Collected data
• • •
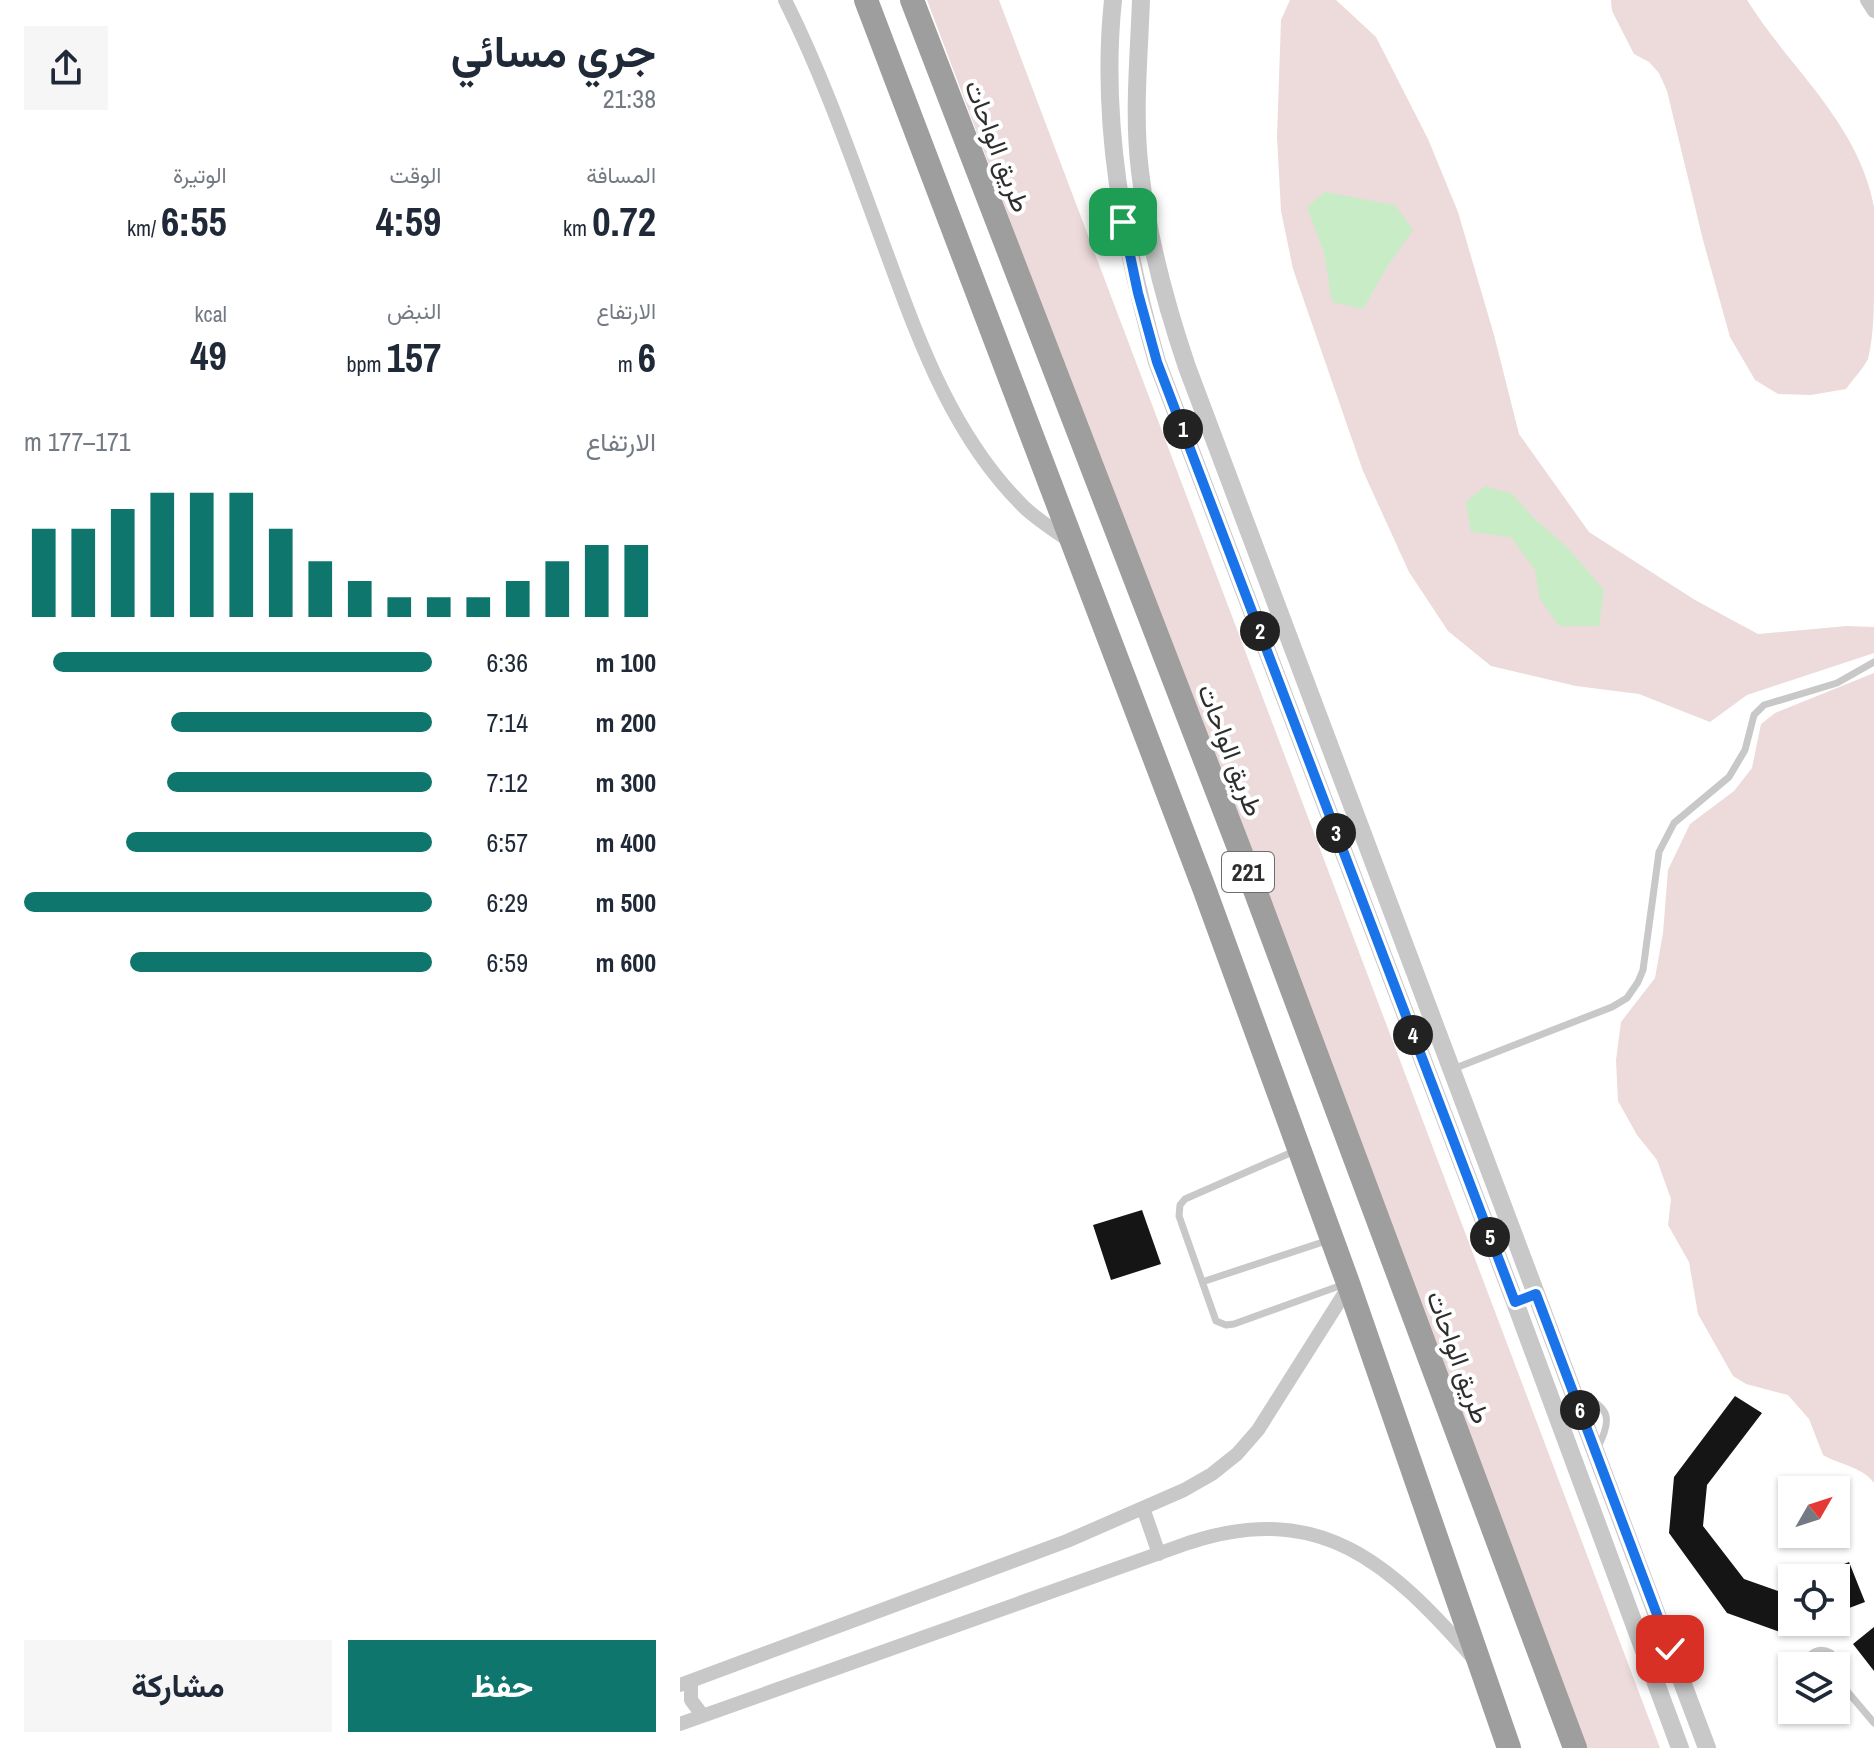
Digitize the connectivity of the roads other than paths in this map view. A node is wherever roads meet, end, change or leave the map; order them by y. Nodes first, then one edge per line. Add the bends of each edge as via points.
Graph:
1 (785, 0) edge
2 (866, 0) edge
3 (912, 0) edge
4 (1113, 0) edge
5 (1141, 0) edge
6 (1867, 0) edge
7 (1874, 11) edge
8 (1075, 545) junction
9 (1874, 662) edge
10 (1309, 690) junction
11 (1286, 700) junction
12 (1451, 1069) junction
13 (1299, 1149) junction
14 (1332, 1239) junction
15 (1202, 1282) junction
16 (1349, 1285) junction
17 (1536, 1294) junction
18 (1515, 1302) junction
19 (1143, 1508) junction
20 (1159, 1554) junction
21 (1478, 1664) junction
22 (686, 1683) edge
23 (1850, 1695) edge
24 (703, 1716) junction
25 (1874, 1723) edge
26 (680, 1724) edge
27 (1509, 1748) edge
28 (1575, 1748) edge
29 (1680, 1748) edge
30 (1707, 1748) edge

1 - 8 street via 833,110 916,334 946,397 1003,484 1026,509
2 - 8 highway, 221
3 - 28 highway, طريق الواحات / 221 via 1249,874
4 - 11 street via 1114,151 1138,293 1157,362
5 - 10 street via 1139,169 1161,289
6 - 7 street
8 - 13 highway, 221
9 - 12 lane via 1837,683 1764,705 1754,715 1745,750 1729,777 1674,823 1659,852 1643,970 1627,998 1593,1017
10 - 11 street
10 - 12 street
11 - 18 street
12 - 17 street
13 - 14 highway, 221
13 - 15 lane via 1182,1201 1178,1213
14 - 15 lane
14 - 16 highway, 221
15 - 16 lane via 1216,1321 1226,1325
16 - 19 street via 1258,1430 1237,1454 1212,1474
16 - 21 highway, 221
17 - 18 street
17 - 30 street
18 - 29 street
19 - 20 street
19 - 22 street
20 - 21 street via 1245,1530 1284,1530 1339,1542 1401,1584
20 - 24 street
21 - 27 highway, 221
22 - 24 street
23 - 25 lane
24 - 26 street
• • •
**TASK BRIEF:** Restate the entries above word for word, and keep the pictures out.

**ANSWER BELOW:**
Digitize the connectivity of the roads other than paths in this map view. A node is wherever roads meet, end, change or leave the map; order them by y. Nodes first, then one edge per line. Add the bends of each edge as via points.
Graph:
1 (785, 0) edge
2 (866, 0) edge
3 (912, 0) edge
4 (1113, 0) edge
5 (1141, 0) edge
6 (1867, 0) edge
7 (1874, 11) edge
8 (1075, 545) junction
9 (1874, 662) edge
10 (1309, 690) junction
11 (1286, 700) junction
12 (1451, 1069) junction
13 (1299, 1149) junction
14 (1332, 1239) junction
15 (1202, 1282) junction
16 (1349, 1285) junction
17 (1536, 1294) junction
18 (1515, 1302) junction
19 (1143, 1508) junction
20 (1159, 1554) junction
21 (1478, 1664) junction
22 (686, 1683) edge
23 (1850, 1695) edge
24 (703, 1716) junction
25 (1874, 1723) edge
26 (680, 1724) edge
27 (1509, 1748) edge
28 (1575, 1748) edge
29 (1680, 1748) edge
30 (1707, 1748) edge

1 - 8 street via 833,110 916,334 946,397 1003,484 1026,509
2 - 8 highway, 221
3 - 28 highway, طريق الواحات / 221 via 1249,874
4 - 11 street via 1114,151 1138,293 1157,362
5 - 10 street via 1139,169 1161,289
6 - 7 street
8 - 13 highway, 221
9 - 12 lane via 1837,683 1764,705 1754,715 1745,750 1729,777 1674,823 1659,852 1643,970 1627,998 1593,1017
10 - 11 street
10 - 12 street
11 - 18 street
12 - 17 street
13 - 14 highway, 221
13 - 15 lane via 1182,1201 1178,1213
14 - 15 lane
14 - 16 highway, 221
15 - 16 lane via 1216,1321 1226,1325
16 - 19 street via 1258,1430 1237,1454 1212,1474
16 - 21 highway, 221
17 - 18 street
17 - 30 street
18 - 29 street
19 - 20 street
19 - 22 street
20 - 21 street via 1245,1530 1284,1530 1339,1542 1401,1584
20 - 24 street
21 - 27 highway, 221
22 - 24 street
23 - 25 lane
24 - 26 street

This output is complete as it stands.